第2次(2時間)実験結果を基に要点をおさえ、問題演習を行う。
第1時 温度と熱の違い、絶対温度の性質、熱量の保存に関する演習を行う。
第2時 物質の三態の性質をおさえ、潜熱に関する演習を行う。
4 本時の指導
(1)目標 | ○ 熱平衡になる様子をグラフに表し、その過程を説明することができる。(思考力、判断力、表現力等) |
○ 既習の知識を活用し、積極的に現象を予想したり説明しようとしたりする。(学びに向かう力、人間性等) | |
(2)準備 | (教)ワイヤレス温度センサ GDX-TMP(Go Direct)、パソコン、プロジェクター、スクリーン、学習プリント、OPPシート |
(生)筆記用具、教科用図書、ノート |
(3)指導過程
時間 | 内容 | 指導上の留意点 |
---|---|---|
10(10) |
1 前時までの単元のまとめを行う。 OPPシート本質的な問い、学習の変容のまとめを記述する。 |
|
5(15) |
2 熱のOPPシート本質的な問い(学習前)の記述を行う。 「温度、熱とは一体なんのことだろう?」 |
・周りと相談しないように注意する。 |
15(30) |
3 70 ℃に熱した金属を20 ℃の水に入れた時の温度の変化の様子を予想する。 (1) 個人でワークシートに予想を行う(破線で書く)。 ![]() ![]() (2) グループになり個人で考えた意見を伝え、その意見を汲み上げ、グループで1つの予想を行う。 ![]() (3) 全体発表を行い、クラス内の意見を集約する。 ![]() |
・温度が高い物質はその後どうなるか、温度が低い物質はその後どうなるか考えさせる。 |
15(45) |
4 演示実験を行い、グラフの特徴を見いだす。 (1) 演示実験を行う。 ![]() ![]() (2) 学習プリントに実験結果をかく(実践で書く)。 (3) この実験結果から何が言えるのか話し合う。 |
・グラフの特徴を思いつく限り挙げさせる。 |
5(50) |
5 本時のふりかえりを行う。 OPPシートの学習記録を記述する。 |
5 配慮事項
・ 座席の配置について
対話が十分に促進されるように、
① 4人1組の班を10班構成した
② 定期考査の得点上位10名を10班それぞれに割り振り、学力上位層と下位層を混在させた
③ コミュニケーションに困難性を生じさせないよう、普段の学級の様子から座席を構成した
(女子生徒1名、男子生徒3名の班を作らない等)
6 E31-8200-16 ワイヤレス温度センサ GDX-TMP(Go Direct)の使用にあたって
金属の温度を測定することができるのは、センサならではだと思いました。
従来では金属を沸騰した水に入れ、100 ℃であると仮定した状態で行っていたので、金属を70 ℃で始めることなど不可能でしたが、センサによって金属の温度が測れるようになったので、とても実験を行いやすくなりました。

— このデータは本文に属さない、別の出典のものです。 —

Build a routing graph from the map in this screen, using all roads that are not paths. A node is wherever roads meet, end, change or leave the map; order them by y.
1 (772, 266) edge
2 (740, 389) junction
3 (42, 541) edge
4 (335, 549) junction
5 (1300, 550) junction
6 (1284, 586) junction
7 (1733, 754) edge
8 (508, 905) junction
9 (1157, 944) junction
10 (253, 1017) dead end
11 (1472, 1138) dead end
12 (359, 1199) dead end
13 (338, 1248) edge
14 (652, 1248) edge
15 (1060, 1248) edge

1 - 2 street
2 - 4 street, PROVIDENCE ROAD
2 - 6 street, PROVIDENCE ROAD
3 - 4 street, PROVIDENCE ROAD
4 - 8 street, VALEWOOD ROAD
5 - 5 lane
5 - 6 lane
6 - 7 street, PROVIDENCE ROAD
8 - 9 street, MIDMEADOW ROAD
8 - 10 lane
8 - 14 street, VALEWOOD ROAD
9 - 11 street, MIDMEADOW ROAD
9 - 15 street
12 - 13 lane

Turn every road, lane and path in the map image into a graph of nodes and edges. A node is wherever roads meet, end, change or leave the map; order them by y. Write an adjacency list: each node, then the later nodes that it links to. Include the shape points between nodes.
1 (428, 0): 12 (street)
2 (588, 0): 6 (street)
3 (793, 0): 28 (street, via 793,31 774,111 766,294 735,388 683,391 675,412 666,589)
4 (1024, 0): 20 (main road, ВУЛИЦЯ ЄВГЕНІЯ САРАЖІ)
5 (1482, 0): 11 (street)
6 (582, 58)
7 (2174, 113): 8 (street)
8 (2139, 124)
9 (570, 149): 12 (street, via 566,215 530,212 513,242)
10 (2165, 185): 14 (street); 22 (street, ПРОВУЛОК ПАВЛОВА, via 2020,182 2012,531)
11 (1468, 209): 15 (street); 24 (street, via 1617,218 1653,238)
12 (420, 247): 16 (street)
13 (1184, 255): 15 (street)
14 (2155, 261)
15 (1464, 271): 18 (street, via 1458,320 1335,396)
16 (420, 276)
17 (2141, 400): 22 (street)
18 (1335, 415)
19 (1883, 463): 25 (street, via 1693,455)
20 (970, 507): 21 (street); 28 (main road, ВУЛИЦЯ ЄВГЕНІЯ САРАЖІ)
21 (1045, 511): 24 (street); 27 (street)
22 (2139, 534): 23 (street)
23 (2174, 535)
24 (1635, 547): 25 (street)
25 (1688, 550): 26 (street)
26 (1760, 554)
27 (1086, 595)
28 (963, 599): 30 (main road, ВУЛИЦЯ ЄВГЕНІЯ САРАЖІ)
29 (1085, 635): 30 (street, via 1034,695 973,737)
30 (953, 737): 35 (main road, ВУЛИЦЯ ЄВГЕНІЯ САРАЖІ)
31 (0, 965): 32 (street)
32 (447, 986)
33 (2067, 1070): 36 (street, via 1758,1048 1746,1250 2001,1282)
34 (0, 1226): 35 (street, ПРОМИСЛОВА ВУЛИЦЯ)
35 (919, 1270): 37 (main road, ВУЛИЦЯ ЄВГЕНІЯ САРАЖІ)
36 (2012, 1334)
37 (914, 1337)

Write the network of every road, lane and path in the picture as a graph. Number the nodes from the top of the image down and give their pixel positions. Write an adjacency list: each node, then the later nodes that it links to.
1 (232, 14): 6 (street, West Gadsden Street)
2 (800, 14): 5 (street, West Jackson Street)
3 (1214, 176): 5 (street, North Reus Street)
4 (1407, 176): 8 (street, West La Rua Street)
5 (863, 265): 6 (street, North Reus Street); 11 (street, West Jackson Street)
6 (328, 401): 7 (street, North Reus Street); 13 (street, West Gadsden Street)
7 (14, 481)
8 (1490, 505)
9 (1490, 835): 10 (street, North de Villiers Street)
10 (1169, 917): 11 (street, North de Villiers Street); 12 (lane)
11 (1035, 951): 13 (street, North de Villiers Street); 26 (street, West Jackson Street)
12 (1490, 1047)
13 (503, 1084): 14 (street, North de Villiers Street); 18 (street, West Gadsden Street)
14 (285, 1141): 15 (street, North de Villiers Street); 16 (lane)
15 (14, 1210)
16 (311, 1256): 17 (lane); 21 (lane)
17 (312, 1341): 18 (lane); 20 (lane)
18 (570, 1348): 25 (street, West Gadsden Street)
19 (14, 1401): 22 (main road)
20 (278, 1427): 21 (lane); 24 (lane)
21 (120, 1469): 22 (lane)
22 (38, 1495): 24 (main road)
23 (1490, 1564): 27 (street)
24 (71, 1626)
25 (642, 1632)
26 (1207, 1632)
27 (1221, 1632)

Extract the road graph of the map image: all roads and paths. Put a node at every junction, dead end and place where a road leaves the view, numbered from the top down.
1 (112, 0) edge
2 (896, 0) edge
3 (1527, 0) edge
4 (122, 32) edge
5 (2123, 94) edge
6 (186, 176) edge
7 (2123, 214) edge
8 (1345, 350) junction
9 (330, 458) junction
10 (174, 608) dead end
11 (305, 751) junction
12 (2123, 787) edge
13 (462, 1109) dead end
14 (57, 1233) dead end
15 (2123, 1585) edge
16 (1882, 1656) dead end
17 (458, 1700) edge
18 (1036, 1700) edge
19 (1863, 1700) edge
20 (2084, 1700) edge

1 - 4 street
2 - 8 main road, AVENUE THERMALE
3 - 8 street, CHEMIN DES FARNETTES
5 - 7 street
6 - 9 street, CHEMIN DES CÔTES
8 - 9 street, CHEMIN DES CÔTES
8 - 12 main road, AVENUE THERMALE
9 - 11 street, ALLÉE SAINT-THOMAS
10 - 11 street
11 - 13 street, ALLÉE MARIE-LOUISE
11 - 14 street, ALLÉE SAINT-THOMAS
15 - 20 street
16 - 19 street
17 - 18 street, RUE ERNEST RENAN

また、従来では温度計を用いて自分たちで水の温度を記録する必要があったのが、リアルタイムでグラフが作られていくので、生徒が見ていてとても楽しそうでした。従来の温度計を用いた実験では、水の比熱が大きく、水の温度変化が小さいこともあり、温度をグラフで表すと直線型で温度上昇すると誤って理解してしまう生徒がいたが、センサによって正しく、より時間間隔を狭くグラフにプロットされていくので、曲線型に温度上昇する様子を正しく理解させることができました。とても楽しく熱平衡になる様子を観測できる実験となりました!
ただ、とても正確に温度変化が測れてしまう点がセンサを用いる難しい点だとも感じました。金属を水に入れる瞬間から測り始めると初めは温度上昇があまりせず、グラフがはじめだけおかしくなり、その様子を考察する生徒がいました。そういった点を防ぐため、金属を水に入れた少し後から測定するととても理想的なグラフを描くことができましたので、その点の配慮が必要になるかもしれません。製品の問題ではなく、センサを活用し、より正確な値をリアルタイムで観察することができるようになったからこそ、この点に注意する必要があると思いました。